> [Task instructions] Reproduce the entire listing exactly. Leave the pictures out.

> [Extracted entries]
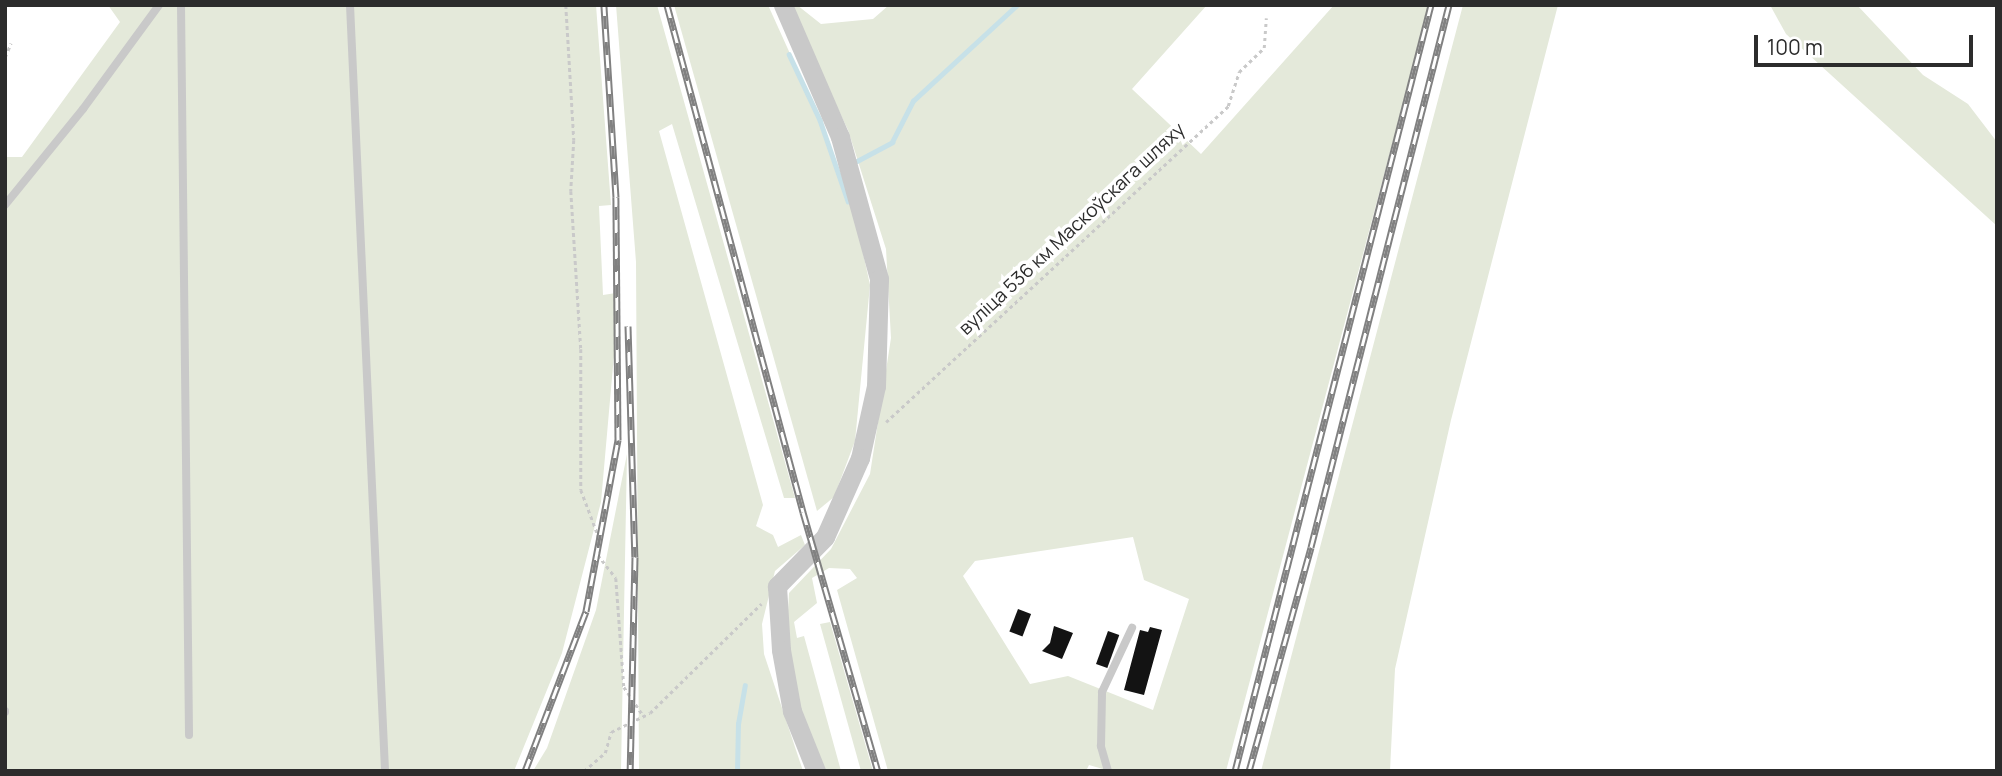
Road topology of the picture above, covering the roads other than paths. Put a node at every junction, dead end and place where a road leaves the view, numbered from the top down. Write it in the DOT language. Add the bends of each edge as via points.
graph roads {
  1 [pos="159,5"];
  2 [pos="181,5"];
  3 [pos="350,5"];
  4 [pos="783,5"];
  5 [pos="5,205"];
  6 [pos="1132,628"];
  7 [pos="188,735"];
  8 [pos="385,771"];
  9 [pos="816,771"];
  10 [pos="1108,771"];
  1 -- 5 [label="lane"];
  2 -- 7 [label="lane"];
  3 -- 8 [label="lane"];
  4 -- 9 [label="street" via="840,137 879,279 876,386 860,457 825,537 776,586 780,650 792,711"];
  6 -- 10 [label="lane" via="1102,692 1101,746"];
}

> [Solved exercise]
Road topology of the picture above, covering the roads other than paths. Put a node at every junction, dead end and place where a road leaves the view, numbered from the top down. Write it in the DOT language. Add the bends of each edge as via points.
graph roads {
  1 [pos="159,5"];
  2 [pos="181,5"];
  3 [pos="350,5"];
  4 [pos="783,5"];
  5 [pos="5,205"];
  6 [pos="1132,628"];
  7 [pos="188,735"];
  8 [pos="385,771"];
  9 [pos="816,771"];
  10 [pos="1108,771"];
  1 -- 5 [label="lane"];
  2 -- 7 [label="lane"];
  3 -- 8 [label="lane"];
  4 -- 9 [label="street" via="840,137 879,279 876,386 860,457 825,537 776,586 780,650 792,711"];
  6 -- 10 [label="lane" via="1102,692 1101,746"];
}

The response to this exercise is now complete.